* [What you will do] Copy all lines below that use the word "Pedro".

Content starts

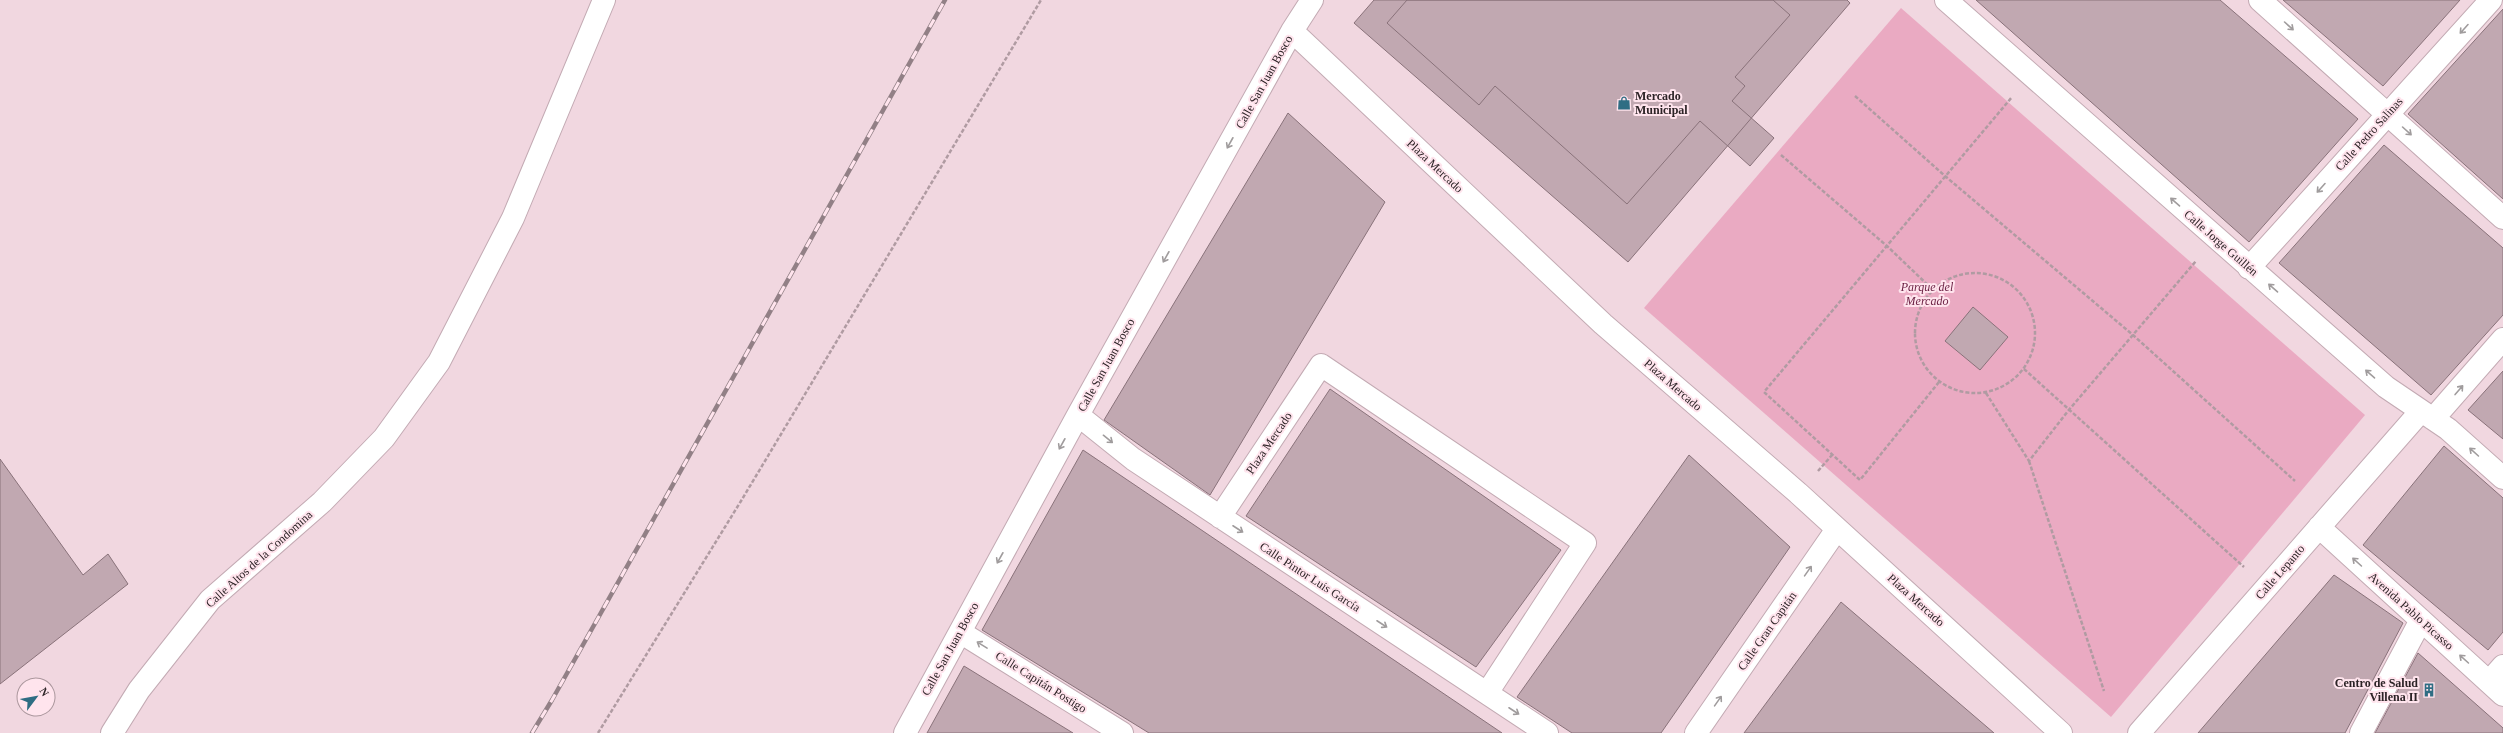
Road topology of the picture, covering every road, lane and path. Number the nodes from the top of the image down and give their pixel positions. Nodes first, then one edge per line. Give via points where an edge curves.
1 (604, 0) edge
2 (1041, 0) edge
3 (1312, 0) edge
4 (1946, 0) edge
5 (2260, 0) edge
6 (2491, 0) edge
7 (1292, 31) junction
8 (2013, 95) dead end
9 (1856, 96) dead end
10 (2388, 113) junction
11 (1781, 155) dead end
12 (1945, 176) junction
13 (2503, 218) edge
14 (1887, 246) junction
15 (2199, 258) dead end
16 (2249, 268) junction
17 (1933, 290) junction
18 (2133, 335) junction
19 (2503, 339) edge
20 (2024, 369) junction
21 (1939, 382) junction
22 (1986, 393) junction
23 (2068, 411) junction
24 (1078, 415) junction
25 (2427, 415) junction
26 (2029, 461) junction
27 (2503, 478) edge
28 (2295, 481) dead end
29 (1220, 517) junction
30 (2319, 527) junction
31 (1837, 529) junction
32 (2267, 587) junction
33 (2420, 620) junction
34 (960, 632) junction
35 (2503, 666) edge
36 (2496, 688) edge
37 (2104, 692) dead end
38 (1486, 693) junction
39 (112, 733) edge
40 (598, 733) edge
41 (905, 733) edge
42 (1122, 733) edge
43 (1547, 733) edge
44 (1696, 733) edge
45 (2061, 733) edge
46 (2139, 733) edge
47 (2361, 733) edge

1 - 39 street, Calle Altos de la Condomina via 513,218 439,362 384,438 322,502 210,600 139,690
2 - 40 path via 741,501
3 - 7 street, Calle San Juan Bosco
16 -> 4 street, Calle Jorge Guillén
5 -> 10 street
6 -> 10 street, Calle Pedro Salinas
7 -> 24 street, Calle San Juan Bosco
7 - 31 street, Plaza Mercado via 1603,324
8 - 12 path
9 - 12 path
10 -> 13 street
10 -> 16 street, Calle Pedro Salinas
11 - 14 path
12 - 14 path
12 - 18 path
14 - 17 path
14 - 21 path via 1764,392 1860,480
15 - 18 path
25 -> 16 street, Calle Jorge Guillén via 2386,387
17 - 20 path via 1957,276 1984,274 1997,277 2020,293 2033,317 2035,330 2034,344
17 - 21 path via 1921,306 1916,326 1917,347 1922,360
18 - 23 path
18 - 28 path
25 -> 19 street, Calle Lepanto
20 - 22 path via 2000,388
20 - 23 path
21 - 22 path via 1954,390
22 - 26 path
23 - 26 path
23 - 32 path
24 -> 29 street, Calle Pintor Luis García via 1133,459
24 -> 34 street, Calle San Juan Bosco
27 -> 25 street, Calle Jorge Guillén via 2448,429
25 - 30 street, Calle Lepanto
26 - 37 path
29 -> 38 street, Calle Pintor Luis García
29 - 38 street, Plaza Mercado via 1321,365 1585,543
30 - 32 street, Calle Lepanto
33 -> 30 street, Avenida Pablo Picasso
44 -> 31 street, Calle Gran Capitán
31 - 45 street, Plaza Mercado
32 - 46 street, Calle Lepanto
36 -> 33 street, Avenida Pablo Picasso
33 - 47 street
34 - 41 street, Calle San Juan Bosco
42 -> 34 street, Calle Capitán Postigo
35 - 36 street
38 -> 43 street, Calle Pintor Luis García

Content ends

* [Response below]
6 -> 10 street, Calle Pedro Salinas
10 -> 16 street, Calle Pedro Salinas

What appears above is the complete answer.